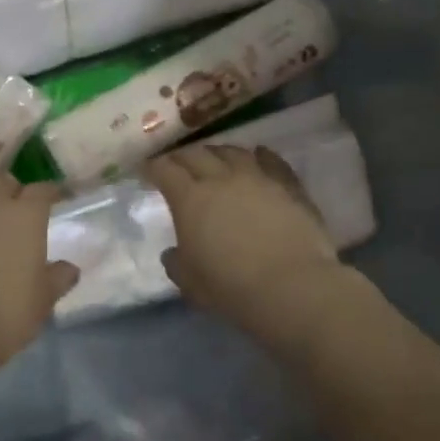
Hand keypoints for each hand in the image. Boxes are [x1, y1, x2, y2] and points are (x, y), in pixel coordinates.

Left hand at [0, 176, 78, 375]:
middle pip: (4, 183)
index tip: (57, 197)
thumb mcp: (43, 300)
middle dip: (14, 191)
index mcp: (25, 215)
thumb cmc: (6, 311)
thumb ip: (58, 278)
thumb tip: (69, 268)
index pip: (42, 189)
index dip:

» Problem statement
Your task is to restate, word for word, each line from the one that includes "Left hand at" to the end of the records, with both ends included and nothing else.

» Solution to this exercise
Left hand at [0, 176, 78, 375]:
middle pip: (4, 183)
index tip: (57, 197)
thumb mcp: (43, 300)
middle dip: (14, 191)
index mcp: (25, 215)
thumb cmc: (6, 311)
thumb ip: (58, 278)
thumb tip: (69, 268)
index pip: (42, 189)
index dip:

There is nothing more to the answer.